Imagine for a literature review, I need to manually mark—and later on, extract—all nouns, adverbs, and adjectives of a bunch of documents that I have as .md notes. If I had PDF files, I could do this by highlighting those words in different colors.

At the same time, I need to know where (i.e., in which documents) each of the highlighted words appears. So, for instance, I want to know which documents contain child, and which contain cat, and which contain sad.

(These two are somehow possible using, e.g., NVivo on PDF files. However, it is painstaking, expensive, and not portable in the way plain-text markdowns are.)

My strategy for the latter thing (cataloging where the terms are) was to make internal links whenever I find [[cat]], [[child]], or [[sad]] in the texts. Obsidian would then create blank notes as child.md, cat.md, and sad.md for the first time, and it would show me the backlinks to where those words occurred. Making internal links (rather than #tagging the words) is that I can write a description for the words in the corresponding notes—which is not possible for tags afaik.

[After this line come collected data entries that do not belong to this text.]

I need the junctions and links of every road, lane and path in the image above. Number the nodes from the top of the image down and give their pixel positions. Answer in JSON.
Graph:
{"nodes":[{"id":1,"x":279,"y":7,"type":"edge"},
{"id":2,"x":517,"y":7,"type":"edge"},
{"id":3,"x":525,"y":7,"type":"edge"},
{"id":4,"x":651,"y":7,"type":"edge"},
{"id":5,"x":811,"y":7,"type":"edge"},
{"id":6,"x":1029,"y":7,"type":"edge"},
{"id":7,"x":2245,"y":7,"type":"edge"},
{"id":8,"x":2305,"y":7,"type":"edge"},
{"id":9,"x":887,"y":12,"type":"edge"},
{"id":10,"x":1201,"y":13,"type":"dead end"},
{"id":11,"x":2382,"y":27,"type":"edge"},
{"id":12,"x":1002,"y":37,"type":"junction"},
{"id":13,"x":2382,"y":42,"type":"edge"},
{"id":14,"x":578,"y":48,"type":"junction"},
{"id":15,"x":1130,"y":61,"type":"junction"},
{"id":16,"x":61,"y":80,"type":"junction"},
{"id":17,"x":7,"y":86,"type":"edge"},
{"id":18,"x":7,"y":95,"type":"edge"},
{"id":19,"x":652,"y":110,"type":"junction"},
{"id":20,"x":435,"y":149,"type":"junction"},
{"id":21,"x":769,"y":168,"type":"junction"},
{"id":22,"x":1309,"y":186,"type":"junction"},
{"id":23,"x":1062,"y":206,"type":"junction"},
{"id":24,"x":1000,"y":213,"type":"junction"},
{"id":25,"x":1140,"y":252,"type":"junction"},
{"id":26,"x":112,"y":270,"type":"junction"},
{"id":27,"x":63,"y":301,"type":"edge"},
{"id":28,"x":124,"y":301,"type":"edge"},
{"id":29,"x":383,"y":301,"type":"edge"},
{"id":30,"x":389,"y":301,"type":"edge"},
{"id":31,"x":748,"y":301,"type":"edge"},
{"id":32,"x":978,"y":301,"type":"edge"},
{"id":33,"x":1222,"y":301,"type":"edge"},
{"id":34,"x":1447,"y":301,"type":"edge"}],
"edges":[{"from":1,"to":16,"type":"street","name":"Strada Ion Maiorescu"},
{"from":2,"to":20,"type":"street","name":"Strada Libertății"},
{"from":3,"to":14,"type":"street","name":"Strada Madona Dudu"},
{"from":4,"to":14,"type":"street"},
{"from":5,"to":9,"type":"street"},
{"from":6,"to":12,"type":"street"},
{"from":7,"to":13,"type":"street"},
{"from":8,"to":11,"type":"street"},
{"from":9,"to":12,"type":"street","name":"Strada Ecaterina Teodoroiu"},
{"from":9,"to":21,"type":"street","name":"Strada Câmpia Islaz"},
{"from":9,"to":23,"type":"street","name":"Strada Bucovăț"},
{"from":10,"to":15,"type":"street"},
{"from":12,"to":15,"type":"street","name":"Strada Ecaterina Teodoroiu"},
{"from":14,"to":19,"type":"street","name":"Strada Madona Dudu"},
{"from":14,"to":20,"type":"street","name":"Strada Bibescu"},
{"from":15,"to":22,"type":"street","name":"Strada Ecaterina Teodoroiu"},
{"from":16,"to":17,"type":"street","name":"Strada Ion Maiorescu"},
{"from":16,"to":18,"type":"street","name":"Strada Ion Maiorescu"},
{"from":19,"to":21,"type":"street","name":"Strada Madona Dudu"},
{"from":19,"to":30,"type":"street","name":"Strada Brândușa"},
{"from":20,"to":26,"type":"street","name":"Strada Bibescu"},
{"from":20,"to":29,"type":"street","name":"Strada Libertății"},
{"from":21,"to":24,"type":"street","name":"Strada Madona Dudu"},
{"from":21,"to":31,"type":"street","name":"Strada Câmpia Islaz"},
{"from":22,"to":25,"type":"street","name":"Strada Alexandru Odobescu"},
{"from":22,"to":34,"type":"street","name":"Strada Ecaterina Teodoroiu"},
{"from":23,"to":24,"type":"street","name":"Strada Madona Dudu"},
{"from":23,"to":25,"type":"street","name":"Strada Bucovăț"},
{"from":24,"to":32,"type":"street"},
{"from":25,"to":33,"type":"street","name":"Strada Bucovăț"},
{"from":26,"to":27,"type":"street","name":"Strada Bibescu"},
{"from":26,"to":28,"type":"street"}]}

These could be implemented if there was a way to add a “meta-tag” to the notes (child.md, cat.md, and sad.md) and color the links according to those meta-tags. I further wish[ed] there was a way to extract the backlinks and insert them in a note (as I asked a couple of days ago: Add a (auto-updating) list of linked mentions in a given note) but let’s keep it in the other thread.

Is what I am looking for currently possible in Obsidian? if not, will it ever see the light of day?

Thanks in advance.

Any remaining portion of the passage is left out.